Flask Database Migration

As applications change the database may need to evolve with them. I want to investigate how this works in Flask before building more of the application.

Flask Database Migration

As applications change and grow the database may need to evolve with them. I want to investigate how this works in Flask before building too much more of the application.

To add functionality to an application it is often necessary to modify the table structure. Flask has an add-on, flask-migrate, which helps with this process, allowing you to keep the database in step with application changes.

Care is required to avoid dropping user data — you cannot simply drop and recreate all tables in a production environment. A migration script is required that will move the database to the new structure in such a way that the data integrity is maintained.

We are also going to add a user table that will store a nickname for anyone using the application. I am choosing not to worry about authentication at the moment.

When a group is created it will be associated with a user using the foreign key join into the new table. Here’s a simple UML for the structure.

simple-uml-user-group

Flask Migrate

Flask-migrate uses Alembic to manage database migrations. You can install it and its dependencies with the command pip install flask-migrate from the activated virtualenv.

There are a set of commands to use to run the migrations, all using the flask db command to start them. Use the option --help to see all the commands.

To allow the add-on to interrogate the database, we need to add code to our application. This will give it a handle to the application and the database objects.
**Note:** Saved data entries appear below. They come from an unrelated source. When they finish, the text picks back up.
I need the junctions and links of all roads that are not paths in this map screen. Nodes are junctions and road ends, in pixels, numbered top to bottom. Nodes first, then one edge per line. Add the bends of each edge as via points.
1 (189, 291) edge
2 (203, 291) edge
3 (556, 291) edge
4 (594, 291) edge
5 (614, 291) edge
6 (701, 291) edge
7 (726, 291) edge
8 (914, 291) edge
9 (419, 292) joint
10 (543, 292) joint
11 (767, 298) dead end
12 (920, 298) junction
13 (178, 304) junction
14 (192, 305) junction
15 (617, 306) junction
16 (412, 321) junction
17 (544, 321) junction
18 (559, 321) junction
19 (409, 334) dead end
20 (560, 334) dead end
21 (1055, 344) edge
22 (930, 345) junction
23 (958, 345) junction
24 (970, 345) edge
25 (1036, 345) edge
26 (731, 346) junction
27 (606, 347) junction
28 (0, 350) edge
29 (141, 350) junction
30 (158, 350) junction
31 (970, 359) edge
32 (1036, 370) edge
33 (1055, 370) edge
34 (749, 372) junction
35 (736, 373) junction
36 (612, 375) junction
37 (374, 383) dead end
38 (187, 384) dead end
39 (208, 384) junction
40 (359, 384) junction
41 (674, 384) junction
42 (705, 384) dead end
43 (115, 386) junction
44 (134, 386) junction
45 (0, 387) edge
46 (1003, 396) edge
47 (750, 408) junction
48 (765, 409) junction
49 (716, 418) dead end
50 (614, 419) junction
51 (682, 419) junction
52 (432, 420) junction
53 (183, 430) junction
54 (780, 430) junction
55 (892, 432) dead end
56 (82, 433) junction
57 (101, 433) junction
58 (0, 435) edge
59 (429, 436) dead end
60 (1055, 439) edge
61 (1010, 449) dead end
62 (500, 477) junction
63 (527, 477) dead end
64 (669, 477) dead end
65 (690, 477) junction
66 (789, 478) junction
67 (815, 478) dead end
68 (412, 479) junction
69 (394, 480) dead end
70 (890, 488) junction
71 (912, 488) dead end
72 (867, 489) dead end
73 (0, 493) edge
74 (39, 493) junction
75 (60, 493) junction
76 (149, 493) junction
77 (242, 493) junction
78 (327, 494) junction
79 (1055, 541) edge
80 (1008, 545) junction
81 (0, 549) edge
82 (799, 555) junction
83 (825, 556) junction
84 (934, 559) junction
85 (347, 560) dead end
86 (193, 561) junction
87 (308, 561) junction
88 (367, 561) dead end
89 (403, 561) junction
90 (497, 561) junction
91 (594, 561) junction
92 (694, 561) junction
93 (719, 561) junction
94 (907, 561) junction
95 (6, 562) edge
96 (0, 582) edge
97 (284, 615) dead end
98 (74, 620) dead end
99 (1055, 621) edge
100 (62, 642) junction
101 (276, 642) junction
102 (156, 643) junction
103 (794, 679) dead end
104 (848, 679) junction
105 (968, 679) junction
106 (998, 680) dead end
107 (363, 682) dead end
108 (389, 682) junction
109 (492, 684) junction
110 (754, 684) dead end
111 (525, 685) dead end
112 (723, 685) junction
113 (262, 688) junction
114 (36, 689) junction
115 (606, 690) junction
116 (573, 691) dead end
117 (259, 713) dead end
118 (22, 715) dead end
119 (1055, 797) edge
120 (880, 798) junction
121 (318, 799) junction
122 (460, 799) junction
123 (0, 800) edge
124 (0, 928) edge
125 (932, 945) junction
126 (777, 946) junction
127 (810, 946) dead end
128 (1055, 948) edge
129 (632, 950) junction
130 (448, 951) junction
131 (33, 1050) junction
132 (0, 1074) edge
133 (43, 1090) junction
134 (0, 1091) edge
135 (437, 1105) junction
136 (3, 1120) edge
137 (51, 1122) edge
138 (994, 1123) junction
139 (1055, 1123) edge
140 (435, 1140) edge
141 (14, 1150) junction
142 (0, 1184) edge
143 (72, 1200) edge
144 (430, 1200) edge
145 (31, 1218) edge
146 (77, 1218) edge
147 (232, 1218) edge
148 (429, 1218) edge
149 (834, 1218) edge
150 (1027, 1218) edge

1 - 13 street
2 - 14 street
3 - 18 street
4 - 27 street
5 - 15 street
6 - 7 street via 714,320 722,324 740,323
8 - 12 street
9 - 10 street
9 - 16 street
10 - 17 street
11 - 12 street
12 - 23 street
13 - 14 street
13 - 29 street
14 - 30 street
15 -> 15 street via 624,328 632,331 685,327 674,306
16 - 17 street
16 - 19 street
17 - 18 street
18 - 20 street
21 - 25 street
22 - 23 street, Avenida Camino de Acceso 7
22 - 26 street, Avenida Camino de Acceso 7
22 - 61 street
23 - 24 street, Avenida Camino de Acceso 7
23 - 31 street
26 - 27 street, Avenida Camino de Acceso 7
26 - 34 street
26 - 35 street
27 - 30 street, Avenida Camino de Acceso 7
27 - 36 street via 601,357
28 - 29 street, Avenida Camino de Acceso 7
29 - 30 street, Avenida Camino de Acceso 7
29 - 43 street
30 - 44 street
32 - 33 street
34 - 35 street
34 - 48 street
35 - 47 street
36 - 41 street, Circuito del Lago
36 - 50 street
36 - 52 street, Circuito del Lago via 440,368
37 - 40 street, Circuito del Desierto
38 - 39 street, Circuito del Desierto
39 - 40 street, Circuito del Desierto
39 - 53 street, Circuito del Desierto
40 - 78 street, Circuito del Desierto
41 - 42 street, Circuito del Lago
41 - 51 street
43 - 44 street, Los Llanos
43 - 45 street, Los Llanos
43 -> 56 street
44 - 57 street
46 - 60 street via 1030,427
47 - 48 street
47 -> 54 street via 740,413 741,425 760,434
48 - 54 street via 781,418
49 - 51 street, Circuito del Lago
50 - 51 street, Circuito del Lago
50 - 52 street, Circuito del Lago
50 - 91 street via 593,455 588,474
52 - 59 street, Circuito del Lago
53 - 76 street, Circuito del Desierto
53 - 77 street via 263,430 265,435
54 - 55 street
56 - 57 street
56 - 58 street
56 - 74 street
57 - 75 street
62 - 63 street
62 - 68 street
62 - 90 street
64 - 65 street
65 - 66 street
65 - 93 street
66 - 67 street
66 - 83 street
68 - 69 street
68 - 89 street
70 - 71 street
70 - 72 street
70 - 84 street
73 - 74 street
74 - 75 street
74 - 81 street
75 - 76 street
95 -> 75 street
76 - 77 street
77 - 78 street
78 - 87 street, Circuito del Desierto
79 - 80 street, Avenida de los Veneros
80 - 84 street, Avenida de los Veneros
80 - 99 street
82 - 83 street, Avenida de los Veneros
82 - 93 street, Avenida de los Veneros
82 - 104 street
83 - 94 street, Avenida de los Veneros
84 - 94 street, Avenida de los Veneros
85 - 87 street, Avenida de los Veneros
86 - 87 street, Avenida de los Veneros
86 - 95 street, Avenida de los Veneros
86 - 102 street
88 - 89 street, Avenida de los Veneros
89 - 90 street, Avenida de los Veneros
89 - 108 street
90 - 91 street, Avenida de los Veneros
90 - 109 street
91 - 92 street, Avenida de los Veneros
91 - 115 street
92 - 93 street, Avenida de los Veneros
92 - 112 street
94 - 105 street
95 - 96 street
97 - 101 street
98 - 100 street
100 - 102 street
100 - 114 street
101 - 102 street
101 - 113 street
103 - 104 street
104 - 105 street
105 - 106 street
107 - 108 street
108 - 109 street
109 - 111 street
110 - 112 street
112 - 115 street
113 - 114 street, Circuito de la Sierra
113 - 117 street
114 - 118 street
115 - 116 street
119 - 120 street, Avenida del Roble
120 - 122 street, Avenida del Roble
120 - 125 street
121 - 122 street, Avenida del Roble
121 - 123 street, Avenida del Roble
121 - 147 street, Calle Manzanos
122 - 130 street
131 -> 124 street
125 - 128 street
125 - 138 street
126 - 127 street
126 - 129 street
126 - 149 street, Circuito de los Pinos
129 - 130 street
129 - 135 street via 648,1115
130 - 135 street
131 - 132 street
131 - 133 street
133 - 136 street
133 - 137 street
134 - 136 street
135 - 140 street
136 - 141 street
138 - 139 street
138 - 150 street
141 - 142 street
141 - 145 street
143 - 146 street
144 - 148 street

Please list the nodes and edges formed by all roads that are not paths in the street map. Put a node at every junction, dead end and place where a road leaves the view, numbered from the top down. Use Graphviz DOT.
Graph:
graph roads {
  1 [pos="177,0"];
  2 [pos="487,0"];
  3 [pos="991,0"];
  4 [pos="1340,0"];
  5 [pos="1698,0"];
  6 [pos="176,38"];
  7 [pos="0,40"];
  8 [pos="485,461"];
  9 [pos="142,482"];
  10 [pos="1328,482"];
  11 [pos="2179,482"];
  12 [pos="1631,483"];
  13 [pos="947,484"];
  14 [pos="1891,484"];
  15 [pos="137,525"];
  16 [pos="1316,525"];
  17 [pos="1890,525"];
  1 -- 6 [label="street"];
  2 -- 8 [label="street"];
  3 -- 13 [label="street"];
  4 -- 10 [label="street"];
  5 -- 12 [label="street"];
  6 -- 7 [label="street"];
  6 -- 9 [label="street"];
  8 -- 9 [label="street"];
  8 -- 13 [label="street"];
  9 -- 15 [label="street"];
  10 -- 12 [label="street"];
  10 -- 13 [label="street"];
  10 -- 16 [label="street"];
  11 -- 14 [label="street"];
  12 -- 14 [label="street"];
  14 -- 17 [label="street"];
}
It will only be used when one of the flask db commands is issued.

from flask_migrate import Migrate
...
migrate = Migrate(app, db)

The next thing to do is to initialise the migration with flask db init, note that I need to add the FLASK_APP environment variable to the start of the command.

$ FLASK_APP=run.py flask db init
Creating directory ../migrations ... done
Creating directory ../migrations/versions ... done
Generating ../migrations/script.py.mako ... done
Generating ../migrations/env.py ... done
Generating ../migrations/README ... done
Generating ../migrations/alembic.ini ... done
Please edit configuration/connection/logging settings in '../migrations/alembic.ini' before proceeding.

As shown in the output, a new migrations folder is created with various files in it. Each time a new version is created it will be stored in versions folder within this structure. It is a good idea to keep this in source control and commit changes to the model with the migration script associated.

You can change some of the settings in the alembic.ini file. The default logging settings are to output to the console, which is fine for the purpose of this post. We will configure file logging at a later stage. For now we will leave this file and simply add it to source control.

Note also that a new table is added to the database called alembic_versions which is there to track what scripts have been applied. There will be no rows added until an upgrade is performed. It contains a single field to contain the version.

By default this will be a hash, but it is also configurable to be human readable. If you edit the file name, remember to change the revision variable in the generated file. Proably best to stick with the hash.

The next step is to make changes to the model. In this case I want to add a new table called user and add a foreign key column to the group table to reference the user. First the new table:

class User(db.Model):
	"""A user that can create groups and issues for estimation"""

	id = db.Column(db.Integer, primary_key=True)
	nickname = db.Column(db.String(32), nullable=False)

	def __init__(self, nickname):
		self.nickname = nickname

	def __repr__(self):
		return self.nickname

Within the group class:

user = db.Column(db.Integer, db.ForeignKey('user.id'), nullable=False)

Once done, the next step is to run the migrate command. Alembic looks at the models in the application, compares it to the database, and generates a set of commands that bring the database up to the same state as the model and another set to downgrade the database back to a previous state.

FLASK_APP=run.py flask db migrate

Before running the migration there are a few things that should be considered. Alembic is not going to be correct under every circumstance and mistakes are common. A failed migration can be difficult to recover from.

Firstly, check the code. It may be obvious that something is wrong. Alembic generates two functions: upgrade() and downgrade() which allow you to move forward and back through versions.

pexels-photo-211151

Note that you have to take care that the data in your database is protected. An upgrade followed by a downgrade may cause lost data if not done correctly.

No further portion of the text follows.